Python, type hints, and feeling like they create a different language
At this point I've only written a few, relatively small programs with type hints. At times when doing this, I've wound up feeling that I was writing programs in a language that wasn't quite exactly Python (but obviously was closely related to it). What was idiomatic in one language was non-idiomatic in the other, and I wanted to write code differently. This feeling of difference is one reason I've kept going back and forth over whether I should use type hints (well, in personal programs).
Looking back, I suspect that this is partly a product of a style where I tried to use typing.NewType a lot. As I found out, this may not really be what I want to do. Using type aliases (or just structural descriptions of the types) seems like it's going to be easier, since it's mostly just a matter of marking up things. I also suspect that this feeling that typed Python is a somewhat different language from plain Python is a product of my lack of experience with typed Python (which I can fix by doing more with types in my own code, perhaps revising existing programs to add type annotations).

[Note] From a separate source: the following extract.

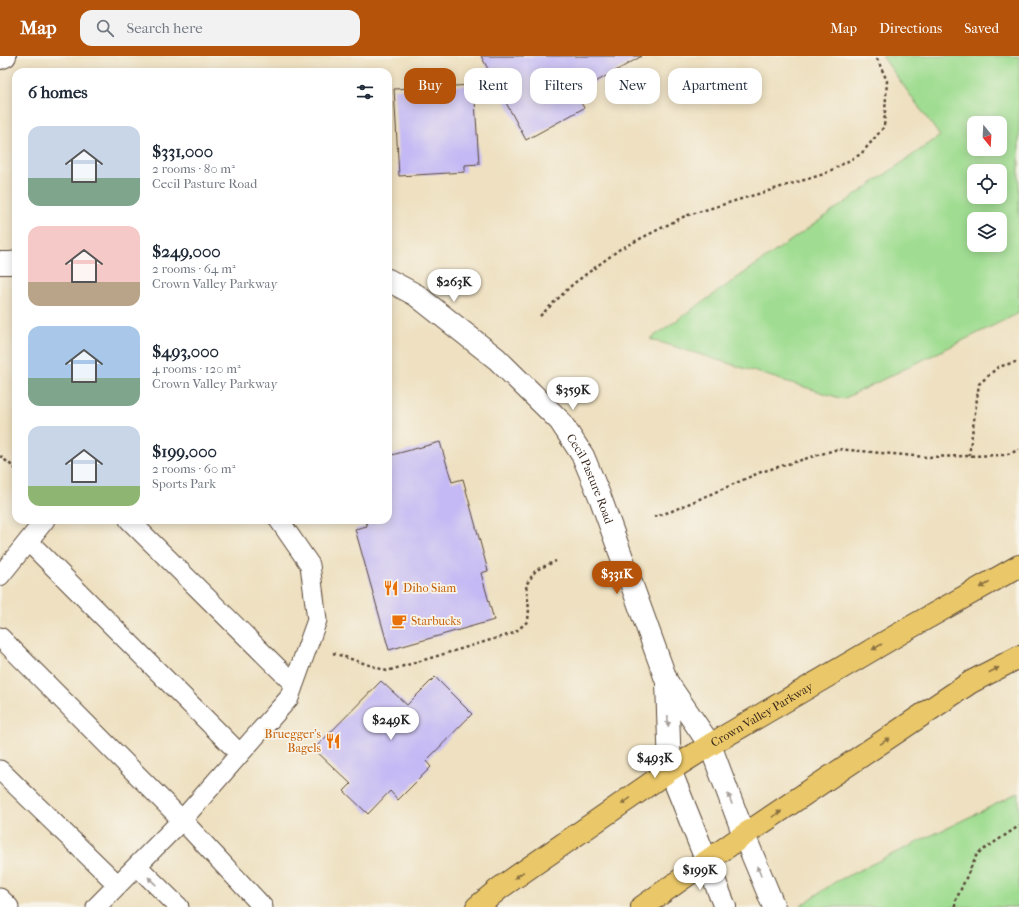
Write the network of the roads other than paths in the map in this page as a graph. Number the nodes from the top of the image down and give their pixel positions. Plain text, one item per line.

However, I suspect some of this feeling of difference is that you
(I) want to structure 'typed' Python code differently than untyped
code. In untyped Python, duck typing is fine, including things
like returning None
or some meaningful type, and you can to a
certain extent pass things around without caring what type they
are. In this sort of situation, typed Python has pushed me toward
narrowing the types involved in my code (although typing.Optional can
help here). Sometimes this is a good thing; at other times, I wind
up using '0.0' to mean 'this float value is not set' when in untyped
Python I would use 'None' (because propagating the type difference
of the second way through the code is too annoying). Or to put it
another way, typed Python feels less casual, and there are good and
bad aspects to this.
Unfortunately, one significant source of Python code that I work on is effectively off limits for type hints, and that's the Python code I write for work. For that code, I need to stick to the subset of Python that my co-workers know and can readily understand, and that subset doesn't include Python's type hints. I could try to teach my co-workers about type hints, but my view is that if I'm wrestling with whether it's worth it, my co-workers will be even less receptive to the idea of trying to learn and remember them (especially when they look at my Python code only infrequently). If we were constantly working with medium to large Python programs where type hints were valuable for documenting things and avoiding irritating errors it would be one thing, but as it is our programs are small and we can go months between touching any Python code. I care about Python type hints and have active exposure to them, and even I have to refresh my memory on them from time to time.
(Perhaps some day type hints will be pervasive enough in third party Python code and code examples that my co-workers will absorb and remember them through osmosis, but that day isn't today.)